───── EXTRACTED ENTRIES ─────
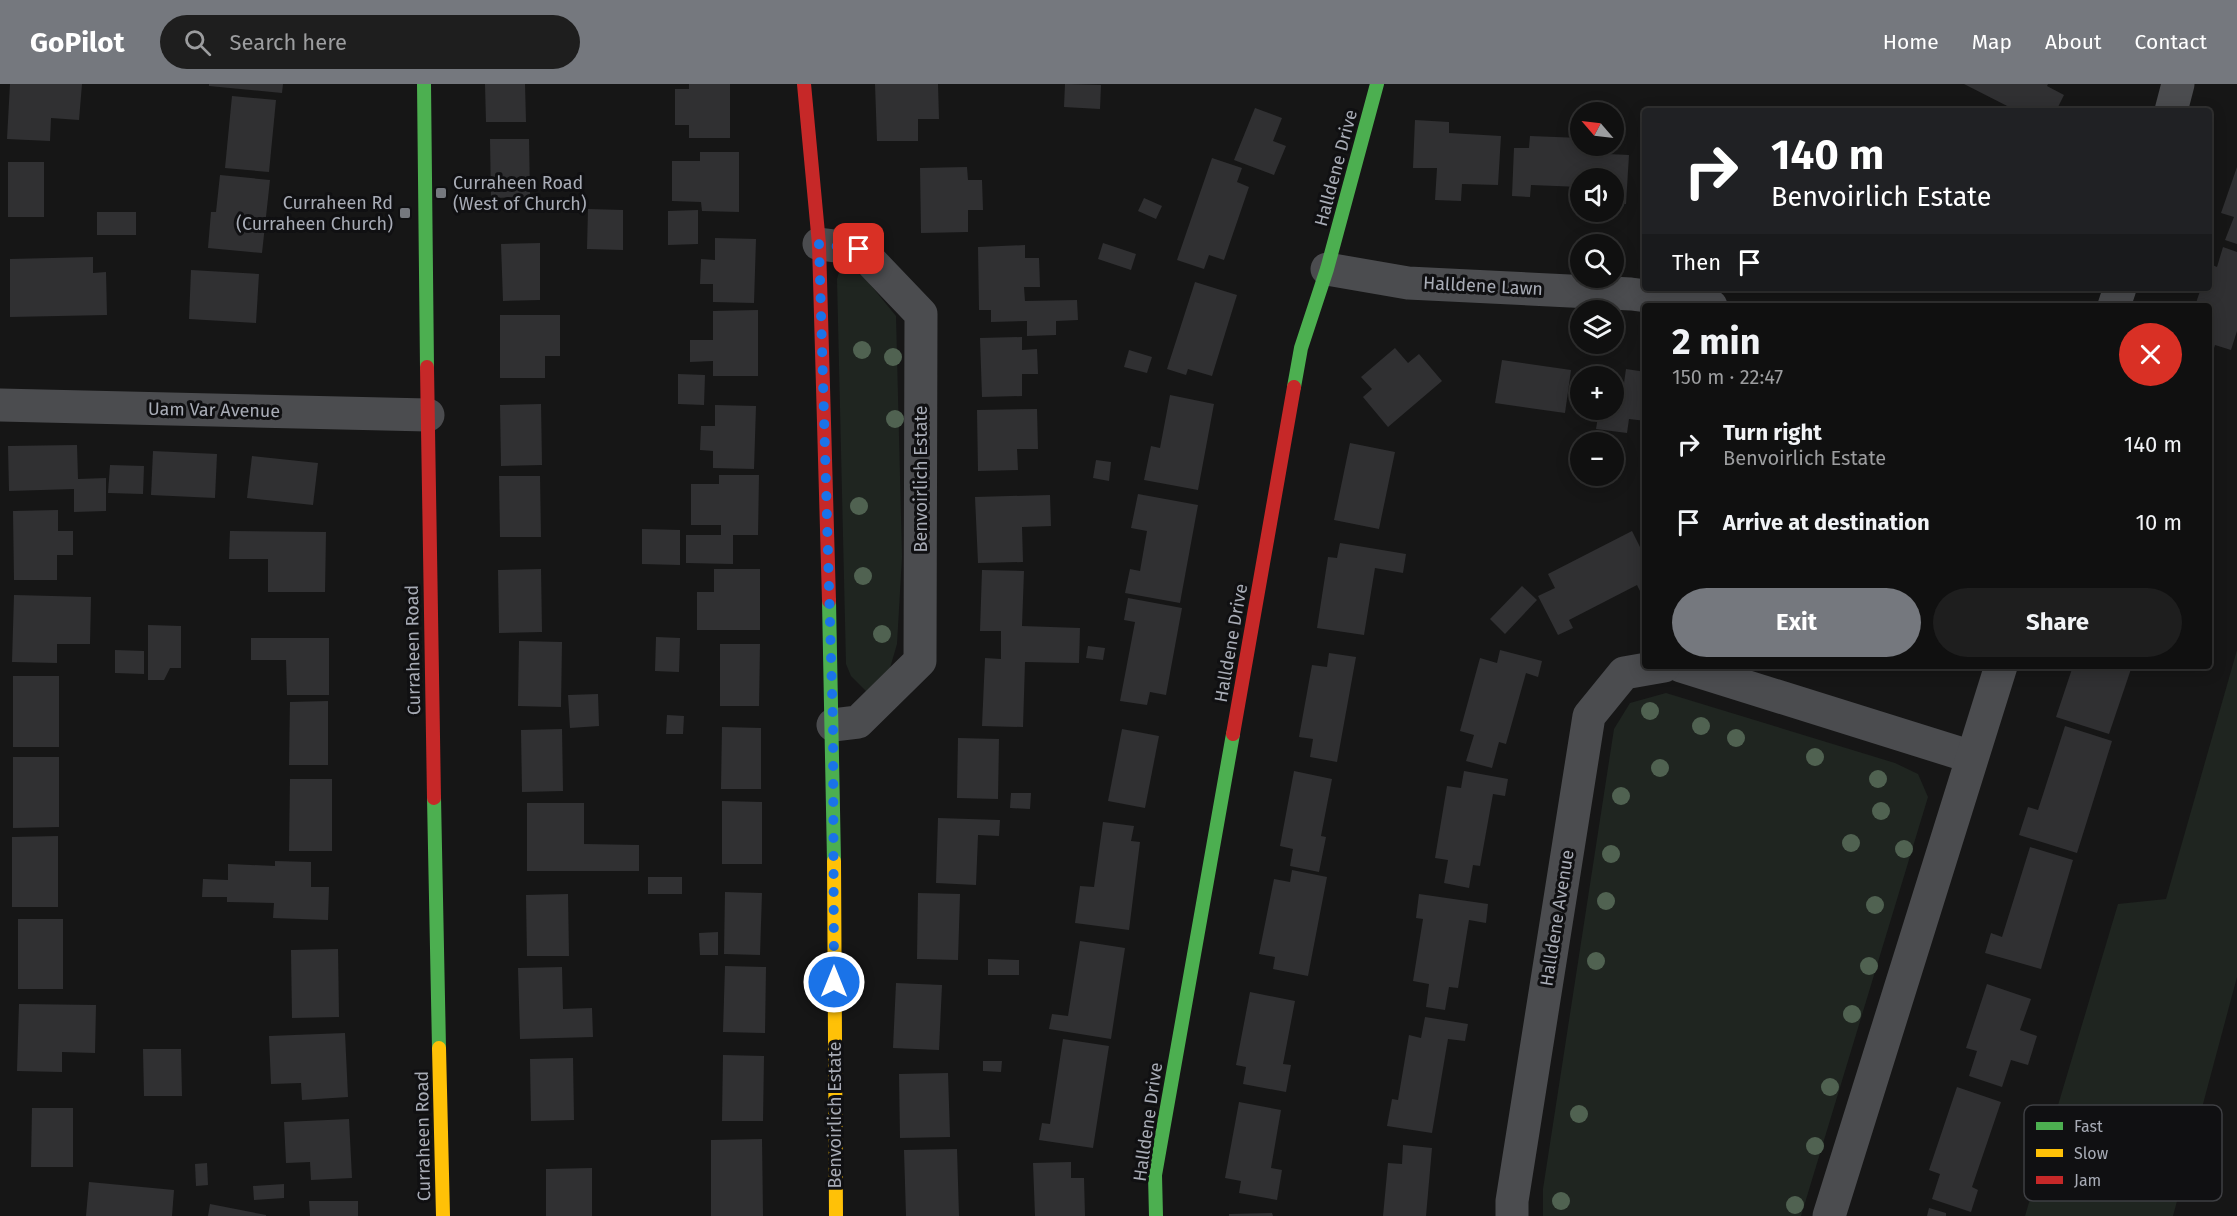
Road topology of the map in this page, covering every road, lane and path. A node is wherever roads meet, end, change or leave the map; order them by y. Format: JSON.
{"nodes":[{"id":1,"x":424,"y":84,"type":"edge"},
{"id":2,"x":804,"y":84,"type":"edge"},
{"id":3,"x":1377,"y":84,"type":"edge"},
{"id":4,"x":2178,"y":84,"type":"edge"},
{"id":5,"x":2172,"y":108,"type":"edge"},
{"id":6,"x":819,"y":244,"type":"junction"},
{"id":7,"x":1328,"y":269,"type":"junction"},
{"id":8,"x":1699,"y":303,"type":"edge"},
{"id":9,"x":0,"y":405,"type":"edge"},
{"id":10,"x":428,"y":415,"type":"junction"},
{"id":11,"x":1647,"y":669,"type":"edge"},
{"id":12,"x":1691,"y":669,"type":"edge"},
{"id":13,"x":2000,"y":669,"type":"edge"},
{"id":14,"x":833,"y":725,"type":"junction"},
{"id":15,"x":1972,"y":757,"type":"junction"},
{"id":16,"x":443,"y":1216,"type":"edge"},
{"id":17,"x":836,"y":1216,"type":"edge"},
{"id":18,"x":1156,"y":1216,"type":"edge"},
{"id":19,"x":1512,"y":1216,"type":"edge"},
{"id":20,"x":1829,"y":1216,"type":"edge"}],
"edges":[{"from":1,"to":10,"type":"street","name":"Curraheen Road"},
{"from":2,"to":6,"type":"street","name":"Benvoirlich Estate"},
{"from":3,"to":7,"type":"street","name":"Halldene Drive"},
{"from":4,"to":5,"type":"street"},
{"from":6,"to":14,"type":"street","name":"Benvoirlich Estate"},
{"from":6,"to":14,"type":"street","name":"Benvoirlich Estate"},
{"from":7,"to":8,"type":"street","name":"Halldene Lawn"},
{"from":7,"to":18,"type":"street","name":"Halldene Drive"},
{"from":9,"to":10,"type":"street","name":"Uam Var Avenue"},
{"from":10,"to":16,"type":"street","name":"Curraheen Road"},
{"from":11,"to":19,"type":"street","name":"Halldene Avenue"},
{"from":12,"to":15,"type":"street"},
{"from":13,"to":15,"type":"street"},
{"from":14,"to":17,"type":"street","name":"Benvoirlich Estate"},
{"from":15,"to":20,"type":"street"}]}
─────
_BRIEF:_
All of the data above needs to be retyped exactly, with the pictures removed.

_SOLUTION FOR THIS PROBLEM:_
Road topology of the map in this page, covering every road, lane and path. A node is wherever roads meet, end, change or leave the map; order them by y. Format: JSON.
{"nodes":[{"id":1,"x":424,"y":84,"type":"edge"},
{"id":2,"x":804,"y":84,"type":"edge"},
{"id":3,"x":1377,"y":84,"type":"edge"},
{"id":4,"x":2178,"y":84,"type":"edge"},
{"id":5,"x":2172,"y":108,"type":"edge"},
{"id":6,"x":819,"y":244,"type":"junction"},
{"id":7,"x":1328,"y":269,"type":"junction"},
{"id":8,"x":1699,"y":303,"type":"edge"},
{"id":9,"x":0,"y":405,"type":"edge"},
{"id":10,"x":428,"y":415,"type":"junction"},
{"id":11,"x":1647,"y":669,"type":"edge"},
{"id":12,"x":1691,"y":669,"type":"edge"},
{"id":13,"x":2000,"y":669,"type":"edge"},
{"id":14,"x":833,"y":725,"type":"junction"},
{"id":15,"x":1972,"y":757,"type":"junction"},
{"id":16,"x":443,"y":1216,"type":"edge"},
{"id":17,"x":836,"y":1216,"type":"edge"},
{"id":18,"x":1156,"y":1216,"type":"edge"},
{"id":19,"x":1512,"y":1216,"type":"edge"},
{"id":20,"x":1829,"y":1216,"type":"edge"}],
"edges":[{"from":1,"to":10,"type":"street","name":"Curraheen Road"},
{"from":2,"to":6,"type":"street","name":"Benvoirlich Estate"},
{"from":3,"to":7,"type":"street","name":"Halldene Drive"},
{"from":4,"to":5,"type":"street"},
{"from":6,"to":14,"type":"street","name":"Benvoirlich Estate"},
{"from":6,"to":14,"type":"street","name":"Benvoirlich Estate"},
{"from":7,"to":8,"type":"street","name":"Halldene Lawn"},
{"from":7,"to":18,"type":"street","name":"Halldene Drive"},
{"from":9,"to":10,"type":"street","name":"Uam Var Avenue"},
{"from":10,"to":16,"type":"street","name":"Curraheen Road"},
{"from":11,"to":19,"type":"street","name":"Halldene Avenue"},
{"from":12,"to":15,"type":"street"},
{"from":13,"to":15,"type":"street"},
{"from":14,"to":17,"type":"street","name":"Benvoirlich Estate"},
{"from":15,"to":20,"type":"street"}]}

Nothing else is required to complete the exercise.